**Exercise brief:**
Each line that contains the word "nodes" is to be copied from the records below.

### Given records

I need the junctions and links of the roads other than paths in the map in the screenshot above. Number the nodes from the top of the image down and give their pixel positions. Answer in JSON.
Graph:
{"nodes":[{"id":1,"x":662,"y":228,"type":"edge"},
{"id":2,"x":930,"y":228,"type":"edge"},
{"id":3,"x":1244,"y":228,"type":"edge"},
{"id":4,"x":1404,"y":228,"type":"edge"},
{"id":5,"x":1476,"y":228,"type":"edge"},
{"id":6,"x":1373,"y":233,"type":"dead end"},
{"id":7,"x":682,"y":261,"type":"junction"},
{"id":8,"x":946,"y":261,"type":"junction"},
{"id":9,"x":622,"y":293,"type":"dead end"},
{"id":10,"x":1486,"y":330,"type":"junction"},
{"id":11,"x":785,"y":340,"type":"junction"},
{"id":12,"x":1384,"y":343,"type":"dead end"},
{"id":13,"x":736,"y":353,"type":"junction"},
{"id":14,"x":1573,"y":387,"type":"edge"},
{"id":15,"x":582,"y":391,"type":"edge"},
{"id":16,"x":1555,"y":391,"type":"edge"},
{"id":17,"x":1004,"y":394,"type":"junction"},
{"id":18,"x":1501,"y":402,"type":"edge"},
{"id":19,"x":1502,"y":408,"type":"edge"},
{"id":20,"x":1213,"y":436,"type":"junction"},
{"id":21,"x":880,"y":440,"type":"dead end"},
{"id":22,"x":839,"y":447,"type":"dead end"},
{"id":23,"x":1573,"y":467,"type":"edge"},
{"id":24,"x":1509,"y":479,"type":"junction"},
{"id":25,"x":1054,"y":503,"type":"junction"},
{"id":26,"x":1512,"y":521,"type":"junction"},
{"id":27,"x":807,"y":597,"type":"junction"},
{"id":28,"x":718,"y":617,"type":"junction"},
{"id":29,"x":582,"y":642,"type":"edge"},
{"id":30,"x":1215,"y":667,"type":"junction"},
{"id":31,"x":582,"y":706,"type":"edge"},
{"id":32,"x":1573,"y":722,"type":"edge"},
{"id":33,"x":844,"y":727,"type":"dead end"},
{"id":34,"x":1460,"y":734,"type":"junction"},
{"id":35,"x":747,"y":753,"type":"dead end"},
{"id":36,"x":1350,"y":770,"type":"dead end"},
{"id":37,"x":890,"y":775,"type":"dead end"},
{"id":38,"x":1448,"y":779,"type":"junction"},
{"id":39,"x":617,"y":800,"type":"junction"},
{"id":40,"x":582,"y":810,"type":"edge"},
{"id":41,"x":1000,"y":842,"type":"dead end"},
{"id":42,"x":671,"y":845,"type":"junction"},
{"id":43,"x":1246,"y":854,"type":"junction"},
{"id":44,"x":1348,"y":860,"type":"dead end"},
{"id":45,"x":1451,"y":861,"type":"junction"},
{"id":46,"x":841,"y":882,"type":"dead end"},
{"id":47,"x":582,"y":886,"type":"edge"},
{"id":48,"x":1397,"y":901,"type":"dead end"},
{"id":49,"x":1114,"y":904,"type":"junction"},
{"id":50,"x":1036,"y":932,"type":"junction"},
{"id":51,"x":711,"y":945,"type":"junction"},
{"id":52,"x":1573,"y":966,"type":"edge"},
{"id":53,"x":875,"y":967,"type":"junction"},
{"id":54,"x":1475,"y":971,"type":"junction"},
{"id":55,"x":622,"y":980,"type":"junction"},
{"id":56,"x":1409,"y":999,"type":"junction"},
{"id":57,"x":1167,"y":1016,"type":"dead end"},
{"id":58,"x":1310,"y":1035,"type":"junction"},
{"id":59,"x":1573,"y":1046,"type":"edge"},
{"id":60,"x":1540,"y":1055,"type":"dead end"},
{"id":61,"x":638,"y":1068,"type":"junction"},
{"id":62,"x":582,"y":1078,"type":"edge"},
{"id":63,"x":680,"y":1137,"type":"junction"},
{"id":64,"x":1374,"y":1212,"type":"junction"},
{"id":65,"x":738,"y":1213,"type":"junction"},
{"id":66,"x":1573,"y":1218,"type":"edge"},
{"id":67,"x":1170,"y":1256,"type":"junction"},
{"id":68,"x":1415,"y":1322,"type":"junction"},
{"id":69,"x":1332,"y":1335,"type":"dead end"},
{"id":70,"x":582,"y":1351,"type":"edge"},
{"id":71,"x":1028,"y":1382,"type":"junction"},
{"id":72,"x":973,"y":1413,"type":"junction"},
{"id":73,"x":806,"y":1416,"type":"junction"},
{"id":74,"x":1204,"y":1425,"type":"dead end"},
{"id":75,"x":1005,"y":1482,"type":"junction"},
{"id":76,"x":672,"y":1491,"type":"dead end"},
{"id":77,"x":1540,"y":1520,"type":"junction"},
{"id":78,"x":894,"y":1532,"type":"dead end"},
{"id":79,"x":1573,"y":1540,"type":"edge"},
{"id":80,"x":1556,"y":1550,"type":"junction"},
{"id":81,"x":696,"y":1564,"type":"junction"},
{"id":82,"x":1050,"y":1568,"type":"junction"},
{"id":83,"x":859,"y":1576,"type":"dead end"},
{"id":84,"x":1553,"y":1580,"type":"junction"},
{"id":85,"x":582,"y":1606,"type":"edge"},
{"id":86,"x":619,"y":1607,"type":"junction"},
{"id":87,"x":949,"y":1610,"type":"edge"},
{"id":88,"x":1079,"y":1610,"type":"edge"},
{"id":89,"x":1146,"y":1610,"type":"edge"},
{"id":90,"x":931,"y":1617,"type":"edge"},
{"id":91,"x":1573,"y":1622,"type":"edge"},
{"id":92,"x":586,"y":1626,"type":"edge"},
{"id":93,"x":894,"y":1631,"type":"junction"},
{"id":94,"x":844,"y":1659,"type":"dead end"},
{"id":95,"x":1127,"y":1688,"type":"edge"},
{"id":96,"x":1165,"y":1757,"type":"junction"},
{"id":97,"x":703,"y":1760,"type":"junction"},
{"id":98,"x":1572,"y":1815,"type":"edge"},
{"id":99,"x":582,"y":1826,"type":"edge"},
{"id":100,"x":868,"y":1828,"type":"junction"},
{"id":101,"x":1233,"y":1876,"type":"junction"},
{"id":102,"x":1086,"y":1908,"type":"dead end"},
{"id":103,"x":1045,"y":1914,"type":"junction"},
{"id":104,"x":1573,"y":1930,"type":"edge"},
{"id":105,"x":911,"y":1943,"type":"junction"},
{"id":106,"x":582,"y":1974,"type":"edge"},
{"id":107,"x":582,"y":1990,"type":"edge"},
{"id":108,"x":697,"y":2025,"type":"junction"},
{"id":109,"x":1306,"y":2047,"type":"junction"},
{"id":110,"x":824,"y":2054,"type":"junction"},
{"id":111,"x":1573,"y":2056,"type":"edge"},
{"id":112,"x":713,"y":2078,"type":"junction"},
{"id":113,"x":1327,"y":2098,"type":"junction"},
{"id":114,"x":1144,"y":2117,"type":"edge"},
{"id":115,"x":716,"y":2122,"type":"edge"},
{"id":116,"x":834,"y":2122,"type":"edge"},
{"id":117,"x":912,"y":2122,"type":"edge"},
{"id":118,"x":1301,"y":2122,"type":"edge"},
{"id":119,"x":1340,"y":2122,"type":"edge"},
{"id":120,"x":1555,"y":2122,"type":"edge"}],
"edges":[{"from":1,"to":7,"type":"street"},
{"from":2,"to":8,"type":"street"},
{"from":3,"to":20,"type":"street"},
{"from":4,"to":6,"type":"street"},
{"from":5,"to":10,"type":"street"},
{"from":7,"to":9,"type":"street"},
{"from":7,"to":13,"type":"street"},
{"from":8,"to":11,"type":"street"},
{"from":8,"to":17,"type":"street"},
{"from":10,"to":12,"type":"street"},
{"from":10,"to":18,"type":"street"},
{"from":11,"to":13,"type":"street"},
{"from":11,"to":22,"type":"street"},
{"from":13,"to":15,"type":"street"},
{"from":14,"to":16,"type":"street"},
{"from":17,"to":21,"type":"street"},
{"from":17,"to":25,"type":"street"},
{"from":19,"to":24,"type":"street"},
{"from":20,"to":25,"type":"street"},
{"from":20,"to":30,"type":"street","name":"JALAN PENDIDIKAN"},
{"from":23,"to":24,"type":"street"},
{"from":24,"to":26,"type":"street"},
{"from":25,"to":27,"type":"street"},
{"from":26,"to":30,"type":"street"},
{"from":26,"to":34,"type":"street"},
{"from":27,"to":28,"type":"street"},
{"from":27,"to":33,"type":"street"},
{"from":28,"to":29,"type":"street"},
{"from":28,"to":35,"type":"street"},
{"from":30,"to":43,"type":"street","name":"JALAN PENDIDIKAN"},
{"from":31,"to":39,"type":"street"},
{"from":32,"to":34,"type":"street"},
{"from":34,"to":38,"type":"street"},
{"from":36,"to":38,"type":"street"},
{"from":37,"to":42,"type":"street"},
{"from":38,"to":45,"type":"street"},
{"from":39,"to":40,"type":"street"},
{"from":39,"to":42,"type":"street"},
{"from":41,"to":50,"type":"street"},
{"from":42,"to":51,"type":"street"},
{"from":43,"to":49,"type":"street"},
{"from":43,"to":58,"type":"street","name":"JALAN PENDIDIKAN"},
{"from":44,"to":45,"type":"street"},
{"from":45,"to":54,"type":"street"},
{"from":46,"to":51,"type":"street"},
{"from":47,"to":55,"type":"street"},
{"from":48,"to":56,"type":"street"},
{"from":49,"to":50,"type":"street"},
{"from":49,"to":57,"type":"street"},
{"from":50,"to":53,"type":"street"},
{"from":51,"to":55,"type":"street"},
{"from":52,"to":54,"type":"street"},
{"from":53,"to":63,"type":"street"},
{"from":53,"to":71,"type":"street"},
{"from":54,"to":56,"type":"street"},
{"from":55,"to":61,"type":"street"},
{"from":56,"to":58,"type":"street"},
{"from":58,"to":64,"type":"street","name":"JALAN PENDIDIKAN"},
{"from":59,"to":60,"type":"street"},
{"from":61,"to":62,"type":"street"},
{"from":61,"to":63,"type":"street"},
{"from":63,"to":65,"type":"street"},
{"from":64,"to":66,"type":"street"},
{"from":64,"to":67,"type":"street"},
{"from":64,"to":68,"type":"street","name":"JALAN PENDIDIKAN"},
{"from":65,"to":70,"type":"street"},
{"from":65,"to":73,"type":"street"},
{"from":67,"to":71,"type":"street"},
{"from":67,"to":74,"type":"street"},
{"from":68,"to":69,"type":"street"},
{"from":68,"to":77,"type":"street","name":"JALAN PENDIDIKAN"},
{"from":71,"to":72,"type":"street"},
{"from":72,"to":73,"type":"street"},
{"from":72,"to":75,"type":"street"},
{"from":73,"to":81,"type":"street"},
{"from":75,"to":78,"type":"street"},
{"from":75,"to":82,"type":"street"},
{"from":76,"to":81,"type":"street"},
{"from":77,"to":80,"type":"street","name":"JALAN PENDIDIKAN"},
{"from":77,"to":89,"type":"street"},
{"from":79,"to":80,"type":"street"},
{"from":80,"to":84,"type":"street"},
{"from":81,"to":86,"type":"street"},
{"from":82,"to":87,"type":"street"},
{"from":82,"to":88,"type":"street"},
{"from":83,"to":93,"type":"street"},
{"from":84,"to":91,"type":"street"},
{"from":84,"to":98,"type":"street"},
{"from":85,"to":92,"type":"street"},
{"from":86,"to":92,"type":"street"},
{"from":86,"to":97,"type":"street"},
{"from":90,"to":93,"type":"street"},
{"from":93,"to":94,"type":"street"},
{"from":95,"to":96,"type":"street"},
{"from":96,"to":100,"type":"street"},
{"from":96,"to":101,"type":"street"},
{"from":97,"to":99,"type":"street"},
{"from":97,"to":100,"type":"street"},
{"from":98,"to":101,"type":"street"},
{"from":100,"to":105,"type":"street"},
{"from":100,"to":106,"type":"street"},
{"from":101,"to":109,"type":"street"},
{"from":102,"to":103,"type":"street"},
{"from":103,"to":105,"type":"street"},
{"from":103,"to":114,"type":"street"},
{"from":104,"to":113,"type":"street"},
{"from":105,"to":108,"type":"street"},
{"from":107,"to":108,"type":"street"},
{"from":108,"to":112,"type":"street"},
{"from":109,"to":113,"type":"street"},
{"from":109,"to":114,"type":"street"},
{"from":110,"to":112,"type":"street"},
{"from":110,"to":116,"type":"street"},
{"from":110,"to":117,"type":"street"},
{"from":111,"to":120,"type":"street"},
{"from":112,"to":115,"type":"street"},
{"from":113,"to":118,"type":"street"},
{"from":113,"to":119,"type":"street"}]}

######

**Output below:**
I need the junctions and links of the roads other than paths in the map in the screenshot above. Number the nodes from the top of the image down and give their pixel positions. Answer in JSON.
{"nodes":[{"id":1,"x":662,"y":228,"type":"edge"},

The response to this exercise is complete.